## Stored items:
----
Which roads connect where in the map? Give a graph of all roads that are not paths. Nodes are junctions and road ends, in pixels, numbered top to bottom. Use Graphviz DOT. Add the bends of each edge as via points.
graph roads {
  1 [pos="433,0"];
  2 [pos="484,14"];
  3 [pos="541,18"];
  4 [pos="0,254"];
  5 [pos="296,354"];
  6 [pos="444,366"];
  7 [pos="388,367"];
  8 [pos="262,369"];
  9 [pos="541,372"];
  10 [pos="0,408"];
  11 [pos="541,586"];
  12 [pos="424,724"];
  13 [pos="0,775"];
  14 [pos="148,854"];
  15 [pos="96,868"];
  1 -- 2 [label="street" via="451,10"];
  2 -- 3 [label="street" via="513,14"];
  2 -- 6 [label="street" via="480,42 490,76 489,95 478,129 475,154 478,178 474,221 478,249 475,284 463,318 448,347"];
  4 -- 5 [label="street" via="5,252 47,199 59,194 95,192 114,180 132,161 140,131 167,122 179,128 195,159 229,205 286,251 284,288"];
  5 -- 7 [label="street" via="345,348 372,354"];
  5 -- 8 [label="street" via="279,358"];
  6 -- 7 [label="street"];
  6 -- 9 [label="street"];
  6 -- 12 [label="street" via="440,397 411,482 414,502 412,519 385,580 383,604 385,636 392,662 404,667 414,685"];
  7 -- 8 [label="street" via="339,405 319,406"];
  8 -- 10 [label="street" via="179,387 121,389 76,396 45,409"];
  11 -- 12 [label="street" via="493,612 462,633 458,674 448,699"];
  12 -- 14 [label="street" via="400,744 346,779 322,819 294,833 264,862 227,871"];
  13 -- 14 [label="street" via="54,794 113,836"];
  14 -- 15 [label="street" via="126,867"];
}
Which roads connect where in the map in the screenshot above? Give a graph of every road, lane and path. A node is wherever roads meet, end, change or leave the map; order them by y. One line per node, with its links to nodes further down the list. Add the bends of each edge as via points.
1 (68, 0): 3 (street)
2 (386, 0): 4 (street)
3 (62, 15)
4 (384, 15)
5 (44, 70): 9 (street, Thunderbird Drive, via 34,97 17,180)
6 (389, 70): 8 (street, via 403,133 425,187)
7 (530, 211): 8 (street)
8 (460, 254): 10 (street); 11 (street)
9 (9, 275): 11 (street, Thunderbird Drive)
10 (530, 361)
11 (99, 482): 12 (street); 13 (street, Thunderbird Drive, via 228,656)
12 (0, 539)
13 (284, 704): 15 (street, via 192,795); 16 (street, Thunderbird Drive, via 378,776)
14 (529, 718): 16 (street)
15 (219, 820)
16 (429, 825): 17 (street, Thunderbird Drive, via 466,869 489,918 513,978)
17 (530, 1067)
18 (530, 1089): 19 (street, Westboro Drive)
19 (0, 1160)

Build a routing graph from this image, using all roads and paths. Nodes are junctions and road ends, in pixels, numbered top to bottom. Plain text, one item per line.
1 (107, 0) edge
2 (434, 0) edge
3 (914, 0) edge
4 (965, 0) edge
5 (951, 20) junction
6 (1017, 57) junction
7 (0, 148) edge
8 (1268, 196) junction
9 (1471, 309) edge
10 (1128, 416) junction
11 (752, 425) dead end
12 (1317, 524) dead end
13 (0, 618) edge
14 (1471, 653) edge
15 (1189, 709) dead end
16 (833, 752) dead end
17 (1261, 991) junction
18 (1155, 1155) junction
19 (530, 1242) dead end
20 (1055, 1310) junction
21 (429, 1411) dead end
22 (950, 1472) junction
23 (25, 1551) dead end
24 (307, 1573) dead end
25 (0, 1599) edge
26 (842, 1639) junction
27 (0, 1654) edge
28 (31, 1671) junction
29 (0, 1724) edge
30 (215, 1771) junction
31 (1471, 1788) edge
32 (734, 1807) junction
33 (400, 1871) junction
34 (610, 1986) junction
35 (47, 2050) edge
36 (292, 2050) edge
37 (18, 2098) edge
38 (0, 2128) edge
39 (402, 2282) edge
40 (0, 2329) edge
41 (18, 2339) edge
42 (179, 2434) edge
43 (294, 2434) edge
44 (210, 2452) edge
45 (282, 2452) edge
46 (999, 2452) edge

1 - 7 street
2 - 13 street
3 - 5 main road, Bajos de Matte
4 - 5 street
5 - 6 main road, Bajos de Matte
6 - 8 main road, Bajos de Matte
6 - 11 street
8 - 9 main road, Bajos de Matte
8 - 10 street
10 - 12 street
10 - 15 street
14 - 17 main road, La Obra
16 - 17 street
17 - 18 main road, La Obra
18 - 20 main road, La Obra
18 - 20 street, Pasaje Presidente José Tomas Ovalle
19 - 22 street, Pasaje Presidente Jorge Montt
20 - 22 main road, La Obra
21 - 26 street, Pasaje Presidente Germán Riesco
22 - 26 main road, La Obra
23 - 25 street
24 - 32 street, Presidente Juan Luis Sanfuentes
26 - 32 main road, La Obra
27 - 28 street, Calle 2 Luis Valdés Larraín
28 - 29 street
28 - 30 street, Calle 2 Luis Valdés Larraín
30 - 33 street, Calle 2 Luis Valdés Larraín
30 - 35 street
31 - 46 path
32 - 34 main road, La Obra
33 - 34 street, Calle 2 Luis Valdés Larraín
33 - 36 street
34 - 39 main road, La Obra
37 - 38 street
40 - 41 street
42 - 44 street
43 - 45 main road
----
Only lines containing the string "Presidente" are needed. Pull each of them out of the records above.

## Task result:
18 - 20 street, Pasaje Presidente José Tomas Ovalle
19 - 22 street, Pasaje Presidente Jorge Montt
21 - 26 street, Pasaje Presidente Germán Riesco
24 - 32 street, Presidente Juan Luis Sanfuentes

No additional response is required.